[TOC]

This is the fifth day of my participation in Gwen Challenge

“This article has participated in the weekend learning plan, click to see details”

The most commonly used traffic limiting algorithm and how to add flow control in HTTP middleware

What is flow limiting?

The system is protected by limiting the rate of concurrent access/requests or requests within a time window. Once the rate reaches the limit, denial of service, queuing or waiting, and degradation can be processed

Basically, limiting the number of requests, or limiting the total number of requests for a certain period of time

For example, the second kill site, the limit of 22:5-22:10 seconds to kill 999 products, limit the release of 5W requests, if in this period of time, the request after 5W, directly rejected the door, that is, when we enter the website display, the system is busy

Why limit the flow?

  • Background service capacity is limited. Traffic limiting is required; otherwise, the service will crash
  • Flow limiting Settings can be evaluated based on test performance, such as test maximum number of connections, QPS (maximum number of requests per second)
  • Prevent crawler, malicious attack

For example, when the system visits suddenly surge and a large number of requests flood in, we may know that there will be a sudden peak, at this time, if the server can not bear the pressure, it will crash, such as the following types of services

  • Seconds kill the business
  • All kinds of brush list
  • Trending on Weibo
  • For some reason users are surging, too enthusiastic
  • A large number of users (malicious users or normal users with excessive requests) frequently access the server, which causes insufficient capacity of the server
  • Web crawlers and so on

How is current limiting generally implemented?

Are we anxious to wait for the line to drop one by one as we chop our hands off at some treasure or some popular holiday and pay?

We are frantically buying goods, but the pop-up system is busy for many times because we click too fast and are too enthusiastic. Please try again later, remember?

What’s more, when the flow is too large, the direct hint refuses to visit, these are not one by one emerge in my mind?

According to the above scenario, our current limiting idea would look like this:

  • To refuse the request
  • Set up queuing until the number of requests per unit reaches normal levels

Rejecting requests is relatively straightforward, and there are multiple ways to set up queues, so let’s keep talking

What other ways can you solve or mitigate this sudden flood of requests besides limiting traffic?

There are circuit breakers, downgrade, can effectively solve such problems

What is a downgrade?

In order to ensure the high availability of core modules, when the pressure on our servers increases dramatically, we refer to our own system failure and degradation.
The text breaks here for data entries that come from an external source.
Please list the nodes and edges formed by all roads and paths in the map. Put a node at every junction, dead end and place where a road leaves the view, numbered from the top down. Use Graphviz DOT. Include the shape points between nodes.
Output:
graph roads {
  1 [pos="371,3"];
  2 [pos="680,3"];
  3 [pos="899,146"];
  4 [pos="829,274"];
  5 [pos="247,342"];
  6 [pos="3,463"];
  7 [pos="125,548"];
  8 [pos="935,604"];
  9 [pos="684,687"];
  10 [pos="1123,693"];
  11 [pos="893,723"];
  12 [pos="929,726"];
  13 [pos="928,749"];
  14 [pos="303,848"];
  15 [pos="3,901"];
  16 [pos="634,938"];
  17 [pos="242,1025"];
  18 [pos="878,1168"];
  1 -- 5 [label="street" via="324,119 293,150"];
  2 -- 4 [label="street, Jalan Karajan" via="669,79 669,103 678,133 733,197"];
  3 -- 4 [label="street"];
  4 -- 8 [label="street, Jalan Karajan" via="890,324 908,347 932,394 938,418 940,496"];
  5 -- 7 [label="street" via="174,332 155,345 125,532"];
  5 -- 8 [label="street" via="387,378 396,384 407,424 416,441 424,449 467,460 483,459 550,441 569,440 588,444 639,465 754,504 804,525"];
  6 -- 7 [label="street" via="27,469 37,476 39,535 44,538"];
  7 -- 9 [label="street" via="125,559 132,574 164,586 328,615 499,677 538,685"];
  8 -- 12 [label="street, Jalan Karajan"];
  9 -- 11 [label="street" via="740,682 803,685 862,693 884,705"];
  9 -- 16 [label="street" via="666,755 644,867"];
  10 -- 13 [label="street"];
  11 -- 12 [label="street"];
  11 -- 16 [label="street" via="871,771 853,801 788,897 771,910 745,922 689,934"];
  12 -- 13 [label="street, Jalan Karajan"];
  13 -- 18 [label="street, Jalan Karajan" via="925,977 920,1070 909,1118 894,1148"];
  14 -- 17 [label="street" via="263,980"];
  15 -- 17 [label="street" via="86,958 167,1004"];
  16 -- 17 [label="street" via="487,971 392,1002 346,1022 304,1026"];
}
There are two common solutions as follows

  • Reduce the performance of non-core modules
  • Directly shut down unimportant functions to ensure the normal functioning of the core module

As shown in the picture, when the number of user requests surges and the server is overwhelmed, the website can choose to turn off the comment function, password modification and other functions to ensure the normal operation of the payment system, data system and other core functions

Oh? What is a circuit breaker?

It is different from service degradation. In this case, when the dependent external interface fails, the relationship between the external interface and the dependent external interface will be severed.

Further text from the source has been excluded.